やまなしの野鳥たち 
2021.3 ヒクイナ
やまなしの野鳥たちトップ もどる つぎへ


 ヒクイナは、夏鳥として全国の水田や湿地、河川の水辺の草むらなどで繁殖するクイナ科の鳥ですが、九州や沖縄では越冬しているので留鳥ということになります。

 湿地の開発など全国的な生息環境の悪化により、数十年前から各地でヒクイナの生息数は大幅に減少しました。ところが近年、四国、中国、近畿、東海から関東地方へと冬期の生息が確認されるようになってきました。越冬分布がだいぶ拡大している傾向にあるのです。そして本年は、甲府市内と市川三郷町の河川でも越冬が確認されました。2014年2月にも甲府市で確認されています。県内での繁殖が全く確認されていない状況なので、このままいくと山梨でのヒクイナは冬鳥というようになるかもしれません。

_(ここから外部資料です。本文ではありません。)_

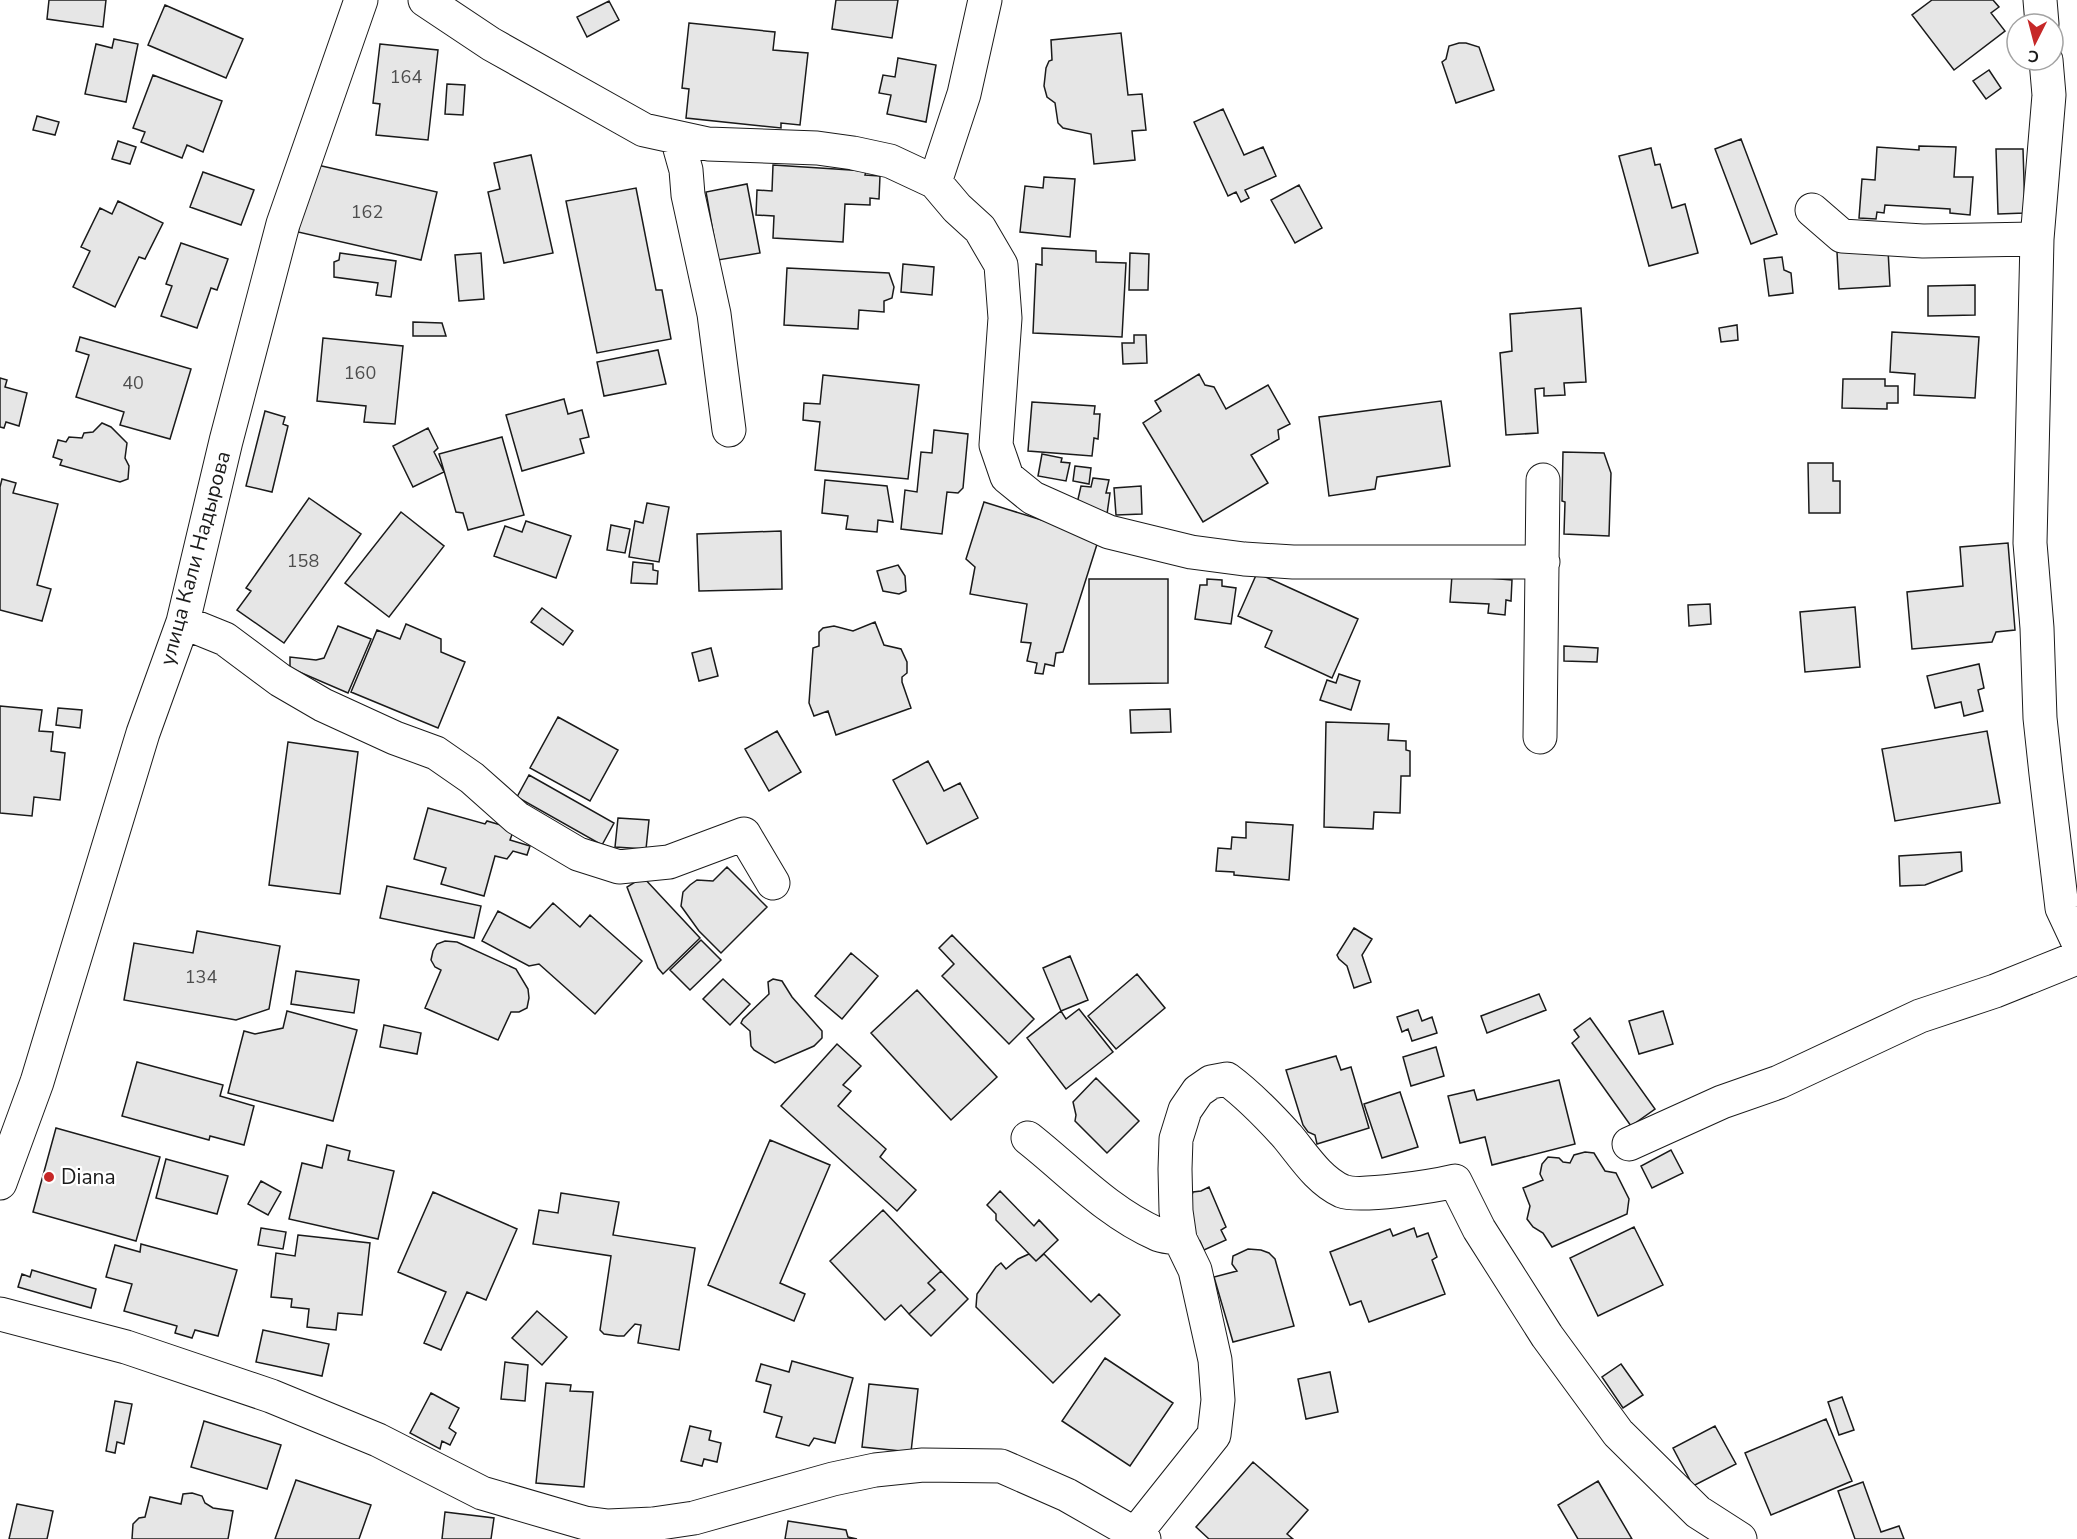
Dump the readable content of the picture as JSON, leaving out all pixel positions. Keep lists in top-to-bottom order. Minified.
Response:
{"streets":{"street":["улица Кали Надырова"]},"places":["Diana"],"house_numbers":["164","162","160","40","158","134"],"north":"bottom"}
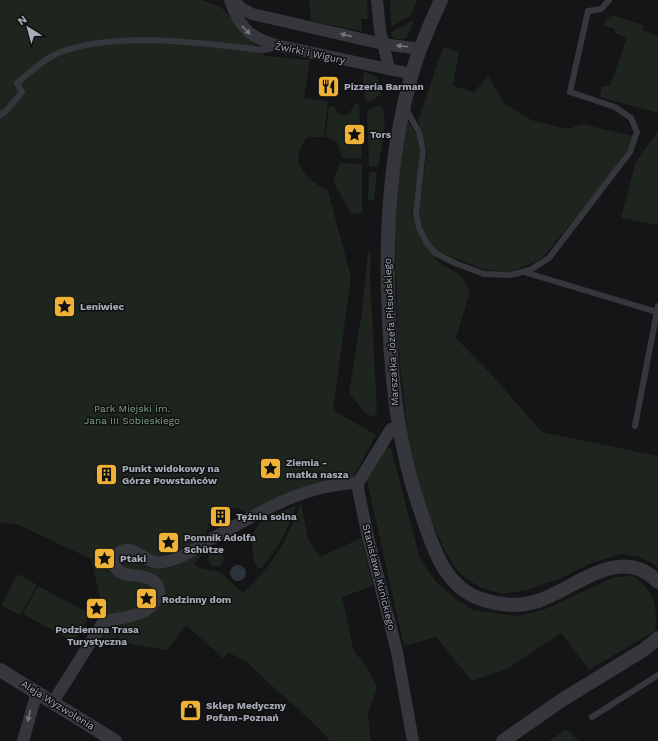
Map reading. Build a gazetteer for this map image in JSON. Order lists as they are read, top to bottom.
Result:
{
  "streets": {
    "street": [
      "Żwirki i Wigury",
      "Marszałka Józefa Piłsudskiego",
      "Stanisława Kunickiego",
      "Aleja Wyzwolenia"
    ]
  },
  "crossings": [
    ["Żwirki i Wigury", "Marszałka Józefa Piłsudskiego"]
  ],
  "parks": ["Park Miejski im. Jana III Sobieskiego"],
  "places": {
    "restaurant": ["Pizzeria Barman"],
    "place": [
      "Tors",
      "Leniwiec",
      "Ziemia - matka nasza",
      "Pomnik Adolfa Schütze",
      "Ptaki",
      "Rodzinny dom",
      "Podziemna Trasa Turystyczna"
    ],
    "building": ["Punkt widokowy na Górze Powstańców", "Tężnia solna"],
    "shop": ["Sklep Medyczny Pofam-Poznań"]
  },
  "north": "top left"
}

 古くから歌に詠まれ、「戸をたたく、くいなの声」として知られています。これは、繁殖期の夕方から夜にかけて、ゆっくりした調子でコッコッコッと鳴き出し、途中からコ、コ、コ・・・と続けてだんだん小声になって終わるヒクイナ独特の鳴き声が「戸をたたく」と例えられたものです。

 クイナの語源は、鳴き声の「コッ、コ」ッを「くひ、くひ」と聴いて、「鳴く」の語根「な」が加わって「くひな」となったという説があります。

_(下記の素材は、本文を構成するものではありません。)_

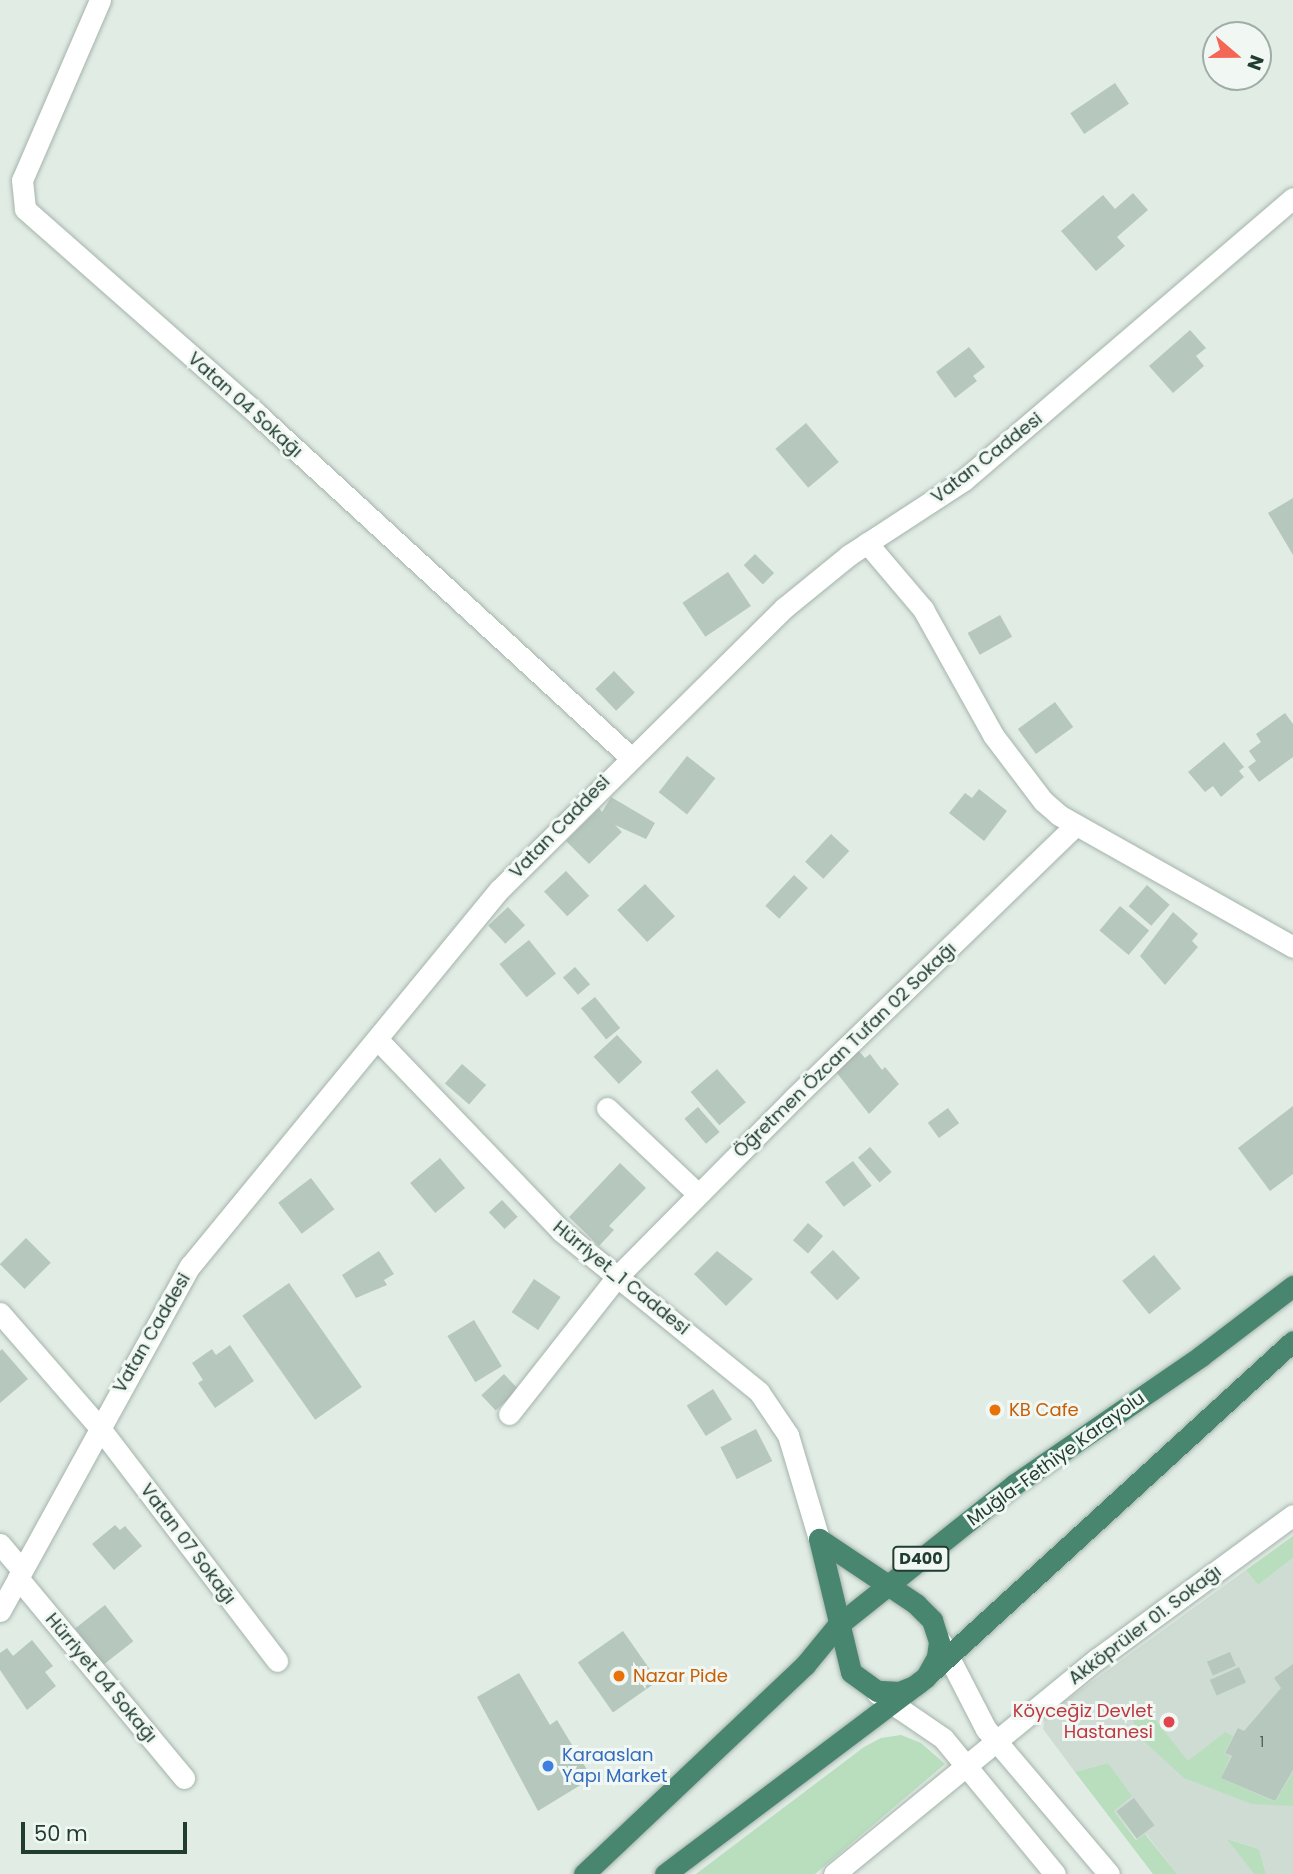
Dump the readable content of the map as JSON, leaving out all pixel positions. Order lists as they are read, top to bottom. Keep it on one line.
{"streets":{"highway":["Muğla-Fethiye Karayolu","D400"],"street":["Vatan 04 Sokağı","Vatan Caddesi","Öğretmen Özcan Tufan 02 Sokağı","Hürriyet_1 Caddesi","Vatan 07 Sokağı","Akköprüler 01. Sokağı","Hürriyet 04 Sokağı"]},"crossings":[["Vatan 04 Sokağı","Vatan Caddesi"],["Vatan Caddesi","Hürriyet_1 Caddesi"],["Vatan Caddesi","Vatan 07 Sokağı"],["Vatan Caddesi","Hürriyet 04 Sokağı"],["Öğretmen Özcan Tufan 02 Sokağı","Hürriyet_1 Caddesi"]],"places":["KB Cafe","Nazar Pide","Köyceğiz Devlet Hastanesi","Karaaslan Yapı Market"],"house_numbers":["1"],"scale_bar":"50 m","north":"right"}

 全長は23㎝ほどで、生息環境の似ている近縁種のクイナの29㎝と比べて小柄です。顔から喉、胸、腹など下面が赤褐色、頭から背、翼の上面は暗い緑褐色で、下腹と下尾筒には白と黒の横斑があります。足は赤く、太くしっかりしていて指も長いので、泥地や湿地も脚をとられることなく自由に歩き回れます。

 食性は動物食傾向の強い雑食で、昆虫、軟体動物、カエル、種子などを食べます。

 歩く時は両足を交互に動かして、首を前へ伸ばすようにして体を低め、しっぽを常にピクピクとさせています。

 警戒心が非常に強く、危険を感知するとすぐに草むらに逃げ込んでしまいます。